**TRY IT**
Each and every line below goes into your answer unchanged, but leave out the images.

**EXCERPTED DATA**
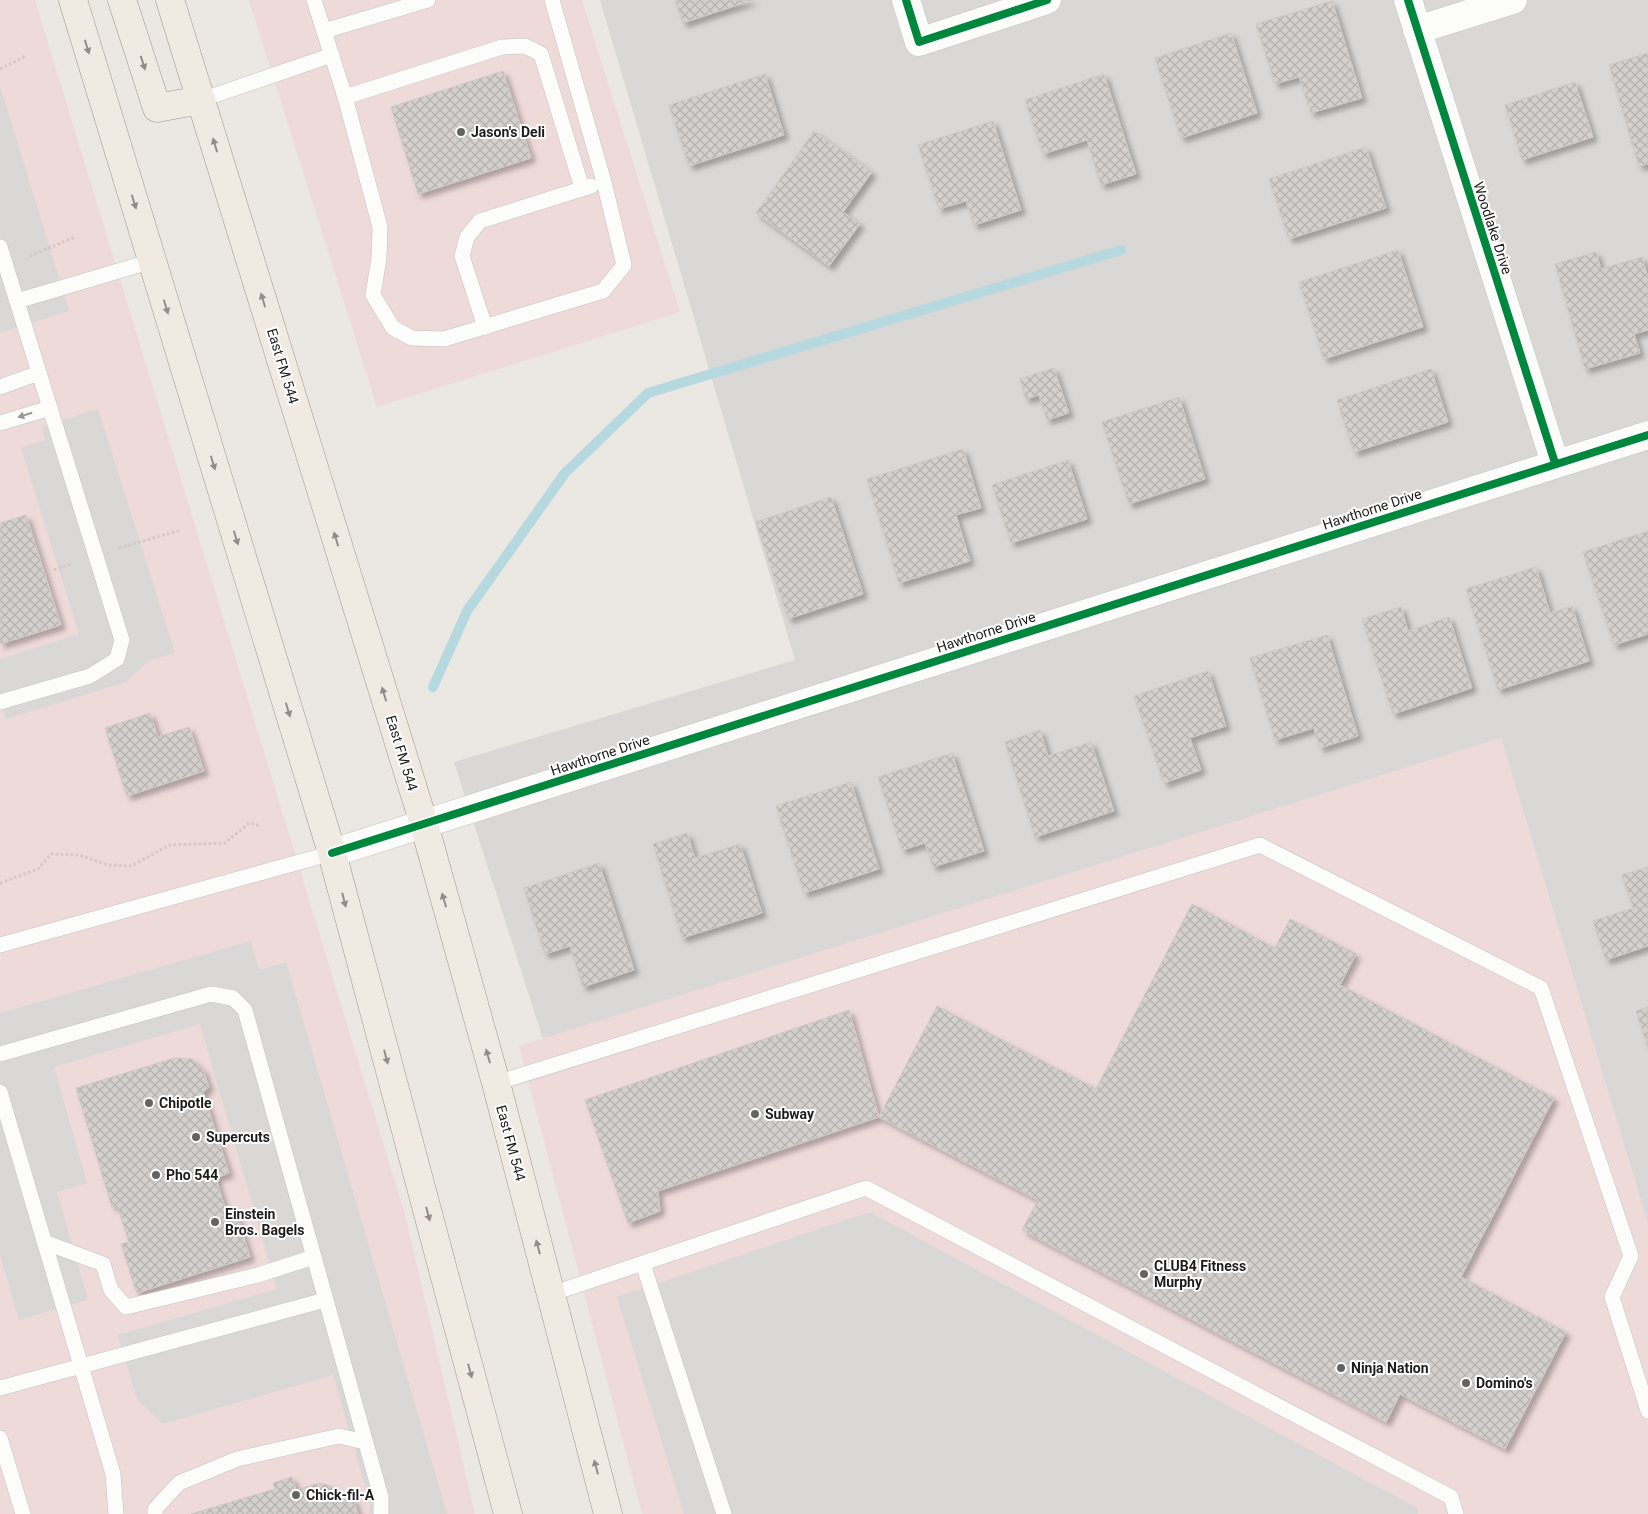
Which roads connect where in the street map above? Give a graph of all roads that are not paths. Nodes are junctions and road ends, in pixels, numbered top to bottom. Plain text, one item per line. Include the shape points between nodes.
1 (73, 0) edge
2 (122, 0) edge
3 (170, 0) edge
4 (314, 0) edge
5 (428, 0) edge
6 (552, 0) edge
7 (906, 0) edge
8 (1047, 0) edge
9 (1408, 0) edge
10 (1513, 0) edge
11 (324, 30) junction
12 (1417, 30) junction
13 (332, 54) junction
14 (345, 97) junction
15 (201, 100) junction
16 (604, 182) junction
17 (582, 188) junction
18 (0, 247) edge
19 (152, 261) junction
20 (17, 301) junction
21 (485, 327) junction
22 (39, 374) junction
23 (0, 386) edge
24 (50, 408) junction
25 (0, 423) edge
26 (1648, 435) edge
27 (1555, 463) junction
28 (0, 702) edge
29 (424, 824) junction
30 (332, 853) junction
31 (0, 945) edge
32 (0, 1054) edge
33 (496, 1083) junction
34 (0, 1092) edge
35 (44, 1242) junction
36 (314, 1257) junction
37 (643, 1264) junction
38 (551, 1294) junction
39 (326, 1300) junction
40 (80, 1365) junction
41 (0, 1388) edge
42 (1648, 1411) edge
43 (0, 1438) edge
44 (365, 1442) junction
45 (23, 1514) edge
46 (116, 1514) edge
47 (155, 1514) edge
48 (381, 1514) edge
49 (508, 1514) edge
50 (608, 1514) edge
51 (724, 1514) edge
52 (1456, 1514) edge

**SOLUTION FOR THIS EXERCISE**
Which roads connect where in the street map above? Give a graph of all roads that are not paths. Nodes are junctions and road ends, in pixels, numbered top to bottom. Plain text, one item per line. Include the shape points between nodes.
1 (73, 0) edge
2 (122, 0) edge
3 (170, 0) edge
4 (314, 0) edge
5 (428, 0) edge
6 (552, 0) edge
7 (906, 0) edge
8 (1047, 0) edge
9 (1408, 0) edge
10 (1513, 0) edge
11 (324, 30) junction
12 (1417, 30) junction
13 (332, 54) junction
14 (345, 97) junction
15 (201, 100) junction
16 (604, 182) junction
17 (582, 188) junction
18 (0, 247) edge
19 (152, 261) junction
20 (17, 301) junction
21 (485, 327) junction
22 (39, 374) junction
23 (0, 386) edge
24 (50, 408) junction
25 (0, 423) edge
26 (1648, 435) edge
27 (1555, 463) junction
28 (0, 702) edge
29 (424, 824) junction
30 (332, 853) junction
31 (0, 945) edge
32 (0, 1054) edge
33 (496, 1083) junction
34 (0, 1092) edge
35 (44, 1242) junction
36 (314, 1257) junction
37 (643, 1264) junction
38 (551, 1294) junction
39 (326, 1300) junction
40 (80, 1365) junction
41 (0, 1388) edge
42 (1648, 1411) edge
43 (0, 1438) edge
44 (365, 1442) junction
45 (23, 1514) edge
46 (116, 1514) edge
47 (155, 1514) edge
48 (381, 1514) edge
49 (508, 1514) edge
50 (608, 1514) edge
51 (724, 1514) edge
52 (1456, 1514) edge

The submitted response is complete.